TVA, ce n'est plus un secret pour personne, présente plutôt une vision manichéenne du monde — d'un côté, les « gens ordinaires », de l'autre, les « vedettes » avec, quelquefois, le passage des uns dans le panthéon des autres, par le simple fait de… passer à TVA. [39] Il suffit, encore une fois, de jeter un rapide coup d'œil sur ses diverses émissions pour constater qu'elles nous mènent toujours sur le chemin de la gloire : que l'on pense, par exemple, à Star Académie ou Michèle Richard, aux Galas (des Olivier ou des MétroStars), aux Biographie, Musicographie et autres Comicographie (sortes d'auto-consécration à peine parodique), à ces émissions nous présentant la vie des gens riches et célèbres (Hollywood le prix de la gloire, Top Modèle, Les Top 10… des Chambres d'hôtels les plus dispendieuses, ou des plus beaux Casinos) ou à celles nous mettant en contact avec ceux-là : des Coulisses de Don Juan à Dans ma caméra, en passant par les Spécial Céline Dion, Spécial artistes et autres Demandes spéciales. Encore une fois, n'est-ce pas là l'œuvre d'un même « narrateur » ? N'était-ce pas les thèmes — beauté, gloire, conquête, adulation, richesse… — que nous retrouvions aussi dans Occupation Double ?

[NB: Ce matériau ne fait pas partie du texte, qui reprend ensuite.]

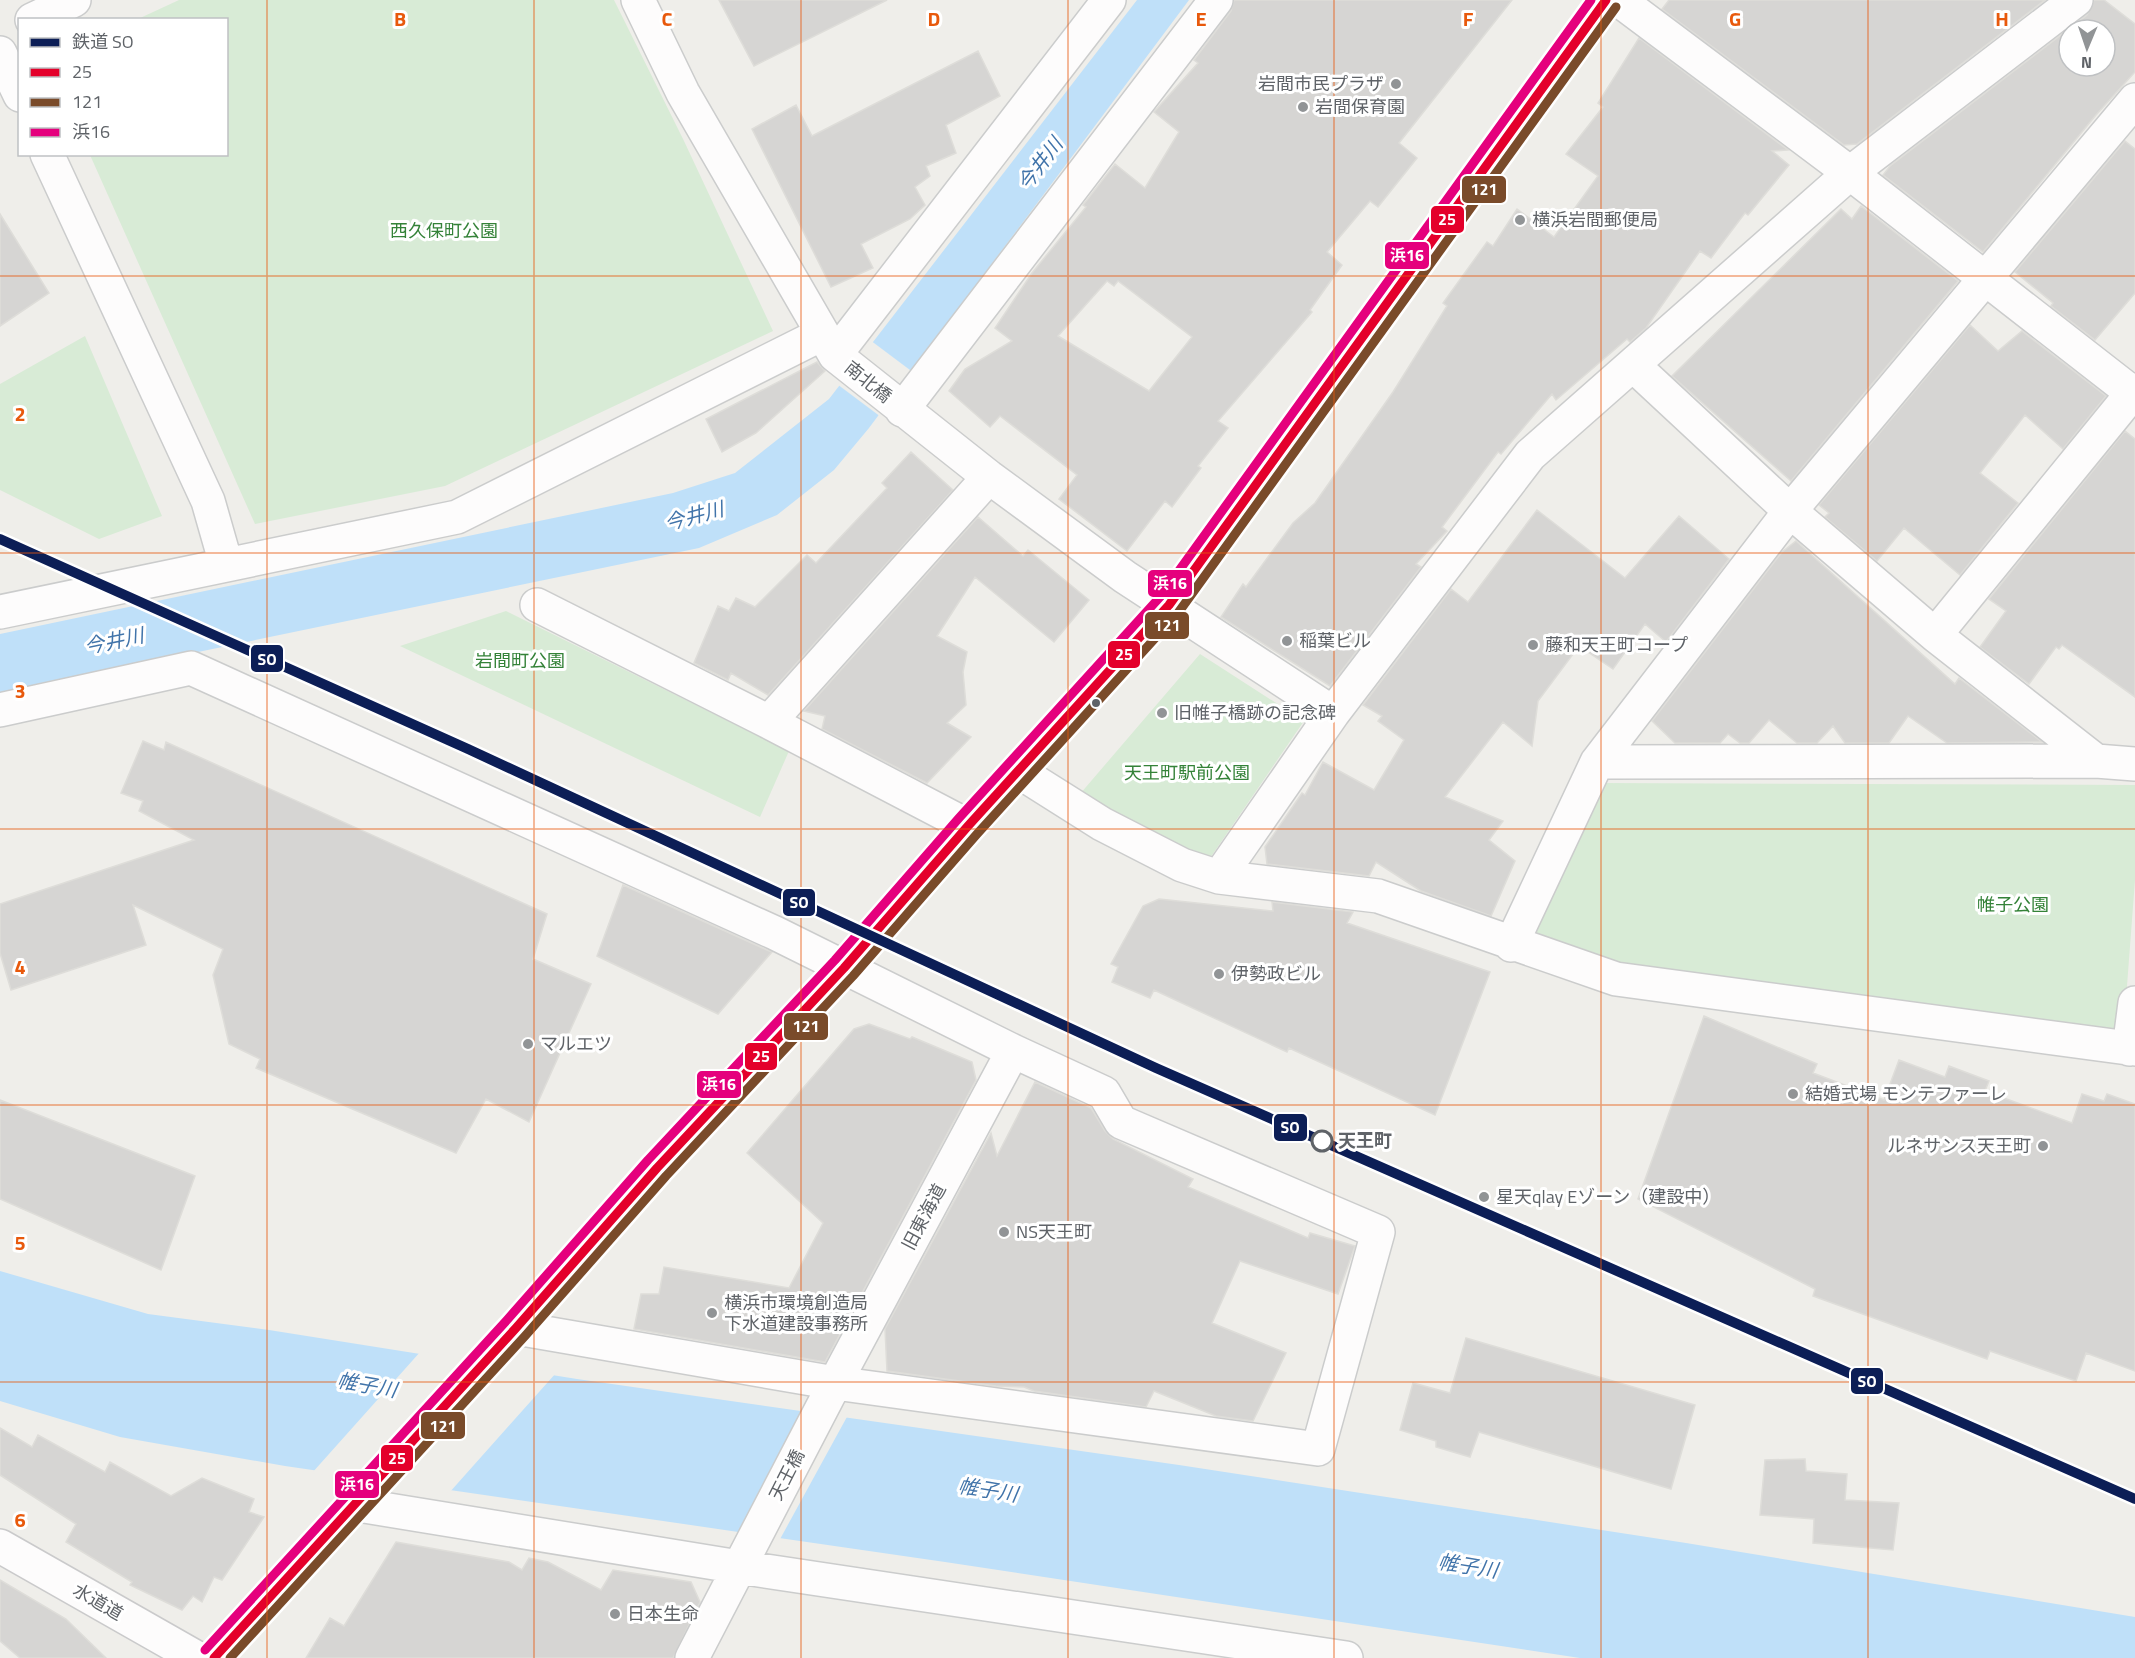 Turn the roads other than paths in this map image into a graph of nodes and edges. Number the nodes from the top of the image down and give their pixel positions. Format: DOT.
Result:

Une lecture rapide des diverses revues affiliées à l'un ou à l'autre réseau confirmerait la présence de ce même « narrateur ». Dans le premier numéro du magazine Allô ! (14 novembre 2003), visiblement de mèche avec Loft Story, nous retrouvions, en plus de la manchette « Le flic de Loft Story se vide le cœur », des titres aussi fatalistes que : « Désespérée, cette gambler se poignarde », « 3 ans de pénitencier ! », « La Californie calcinée ! », tandis que le 7 jours de la même période (29 novembre 2003), propriété du groupe Quebecor Media, possédant aussi le réseau TVA, nous invitait, en première page, et grâce à des titres combien plus enivrants, à « Découvr[ir] le décor intime de [n]os vedettes » et à suivre « [Le] dernier voyage de rêve [de] Natacha, Éric et Isabelle ».
Bref, il semble qu'il soit ainsi possible de retrouver, dans ces différents « discours », une seule et même « histoire ». Les deux chaînes apparaissent ainsi cacher deux « narrateurs », dont chaque émission ne constituaient qu'un « signe ». Ces narrateurs masqués ont toutefois marqué de leur subjectivité, non seulement l'ensemble de leur canal, mais aussi la « réalité » qu'ils y ont, chacun, présentée. Des deux narrateurs, peu importe le médium, et peu importe l'émission, il appert que le premier contemplait le malheur des uns, et que le second nous faisait envier le bonheur des autres. Nous avions donc là deux émissions qui étaient tout à fait en phase avec le spectacle plus grand, plus large et diffus qui les incluait, deux récits fidèles à leur « poste ».
* * *
Il est maintenant temps d'y mettre un terme.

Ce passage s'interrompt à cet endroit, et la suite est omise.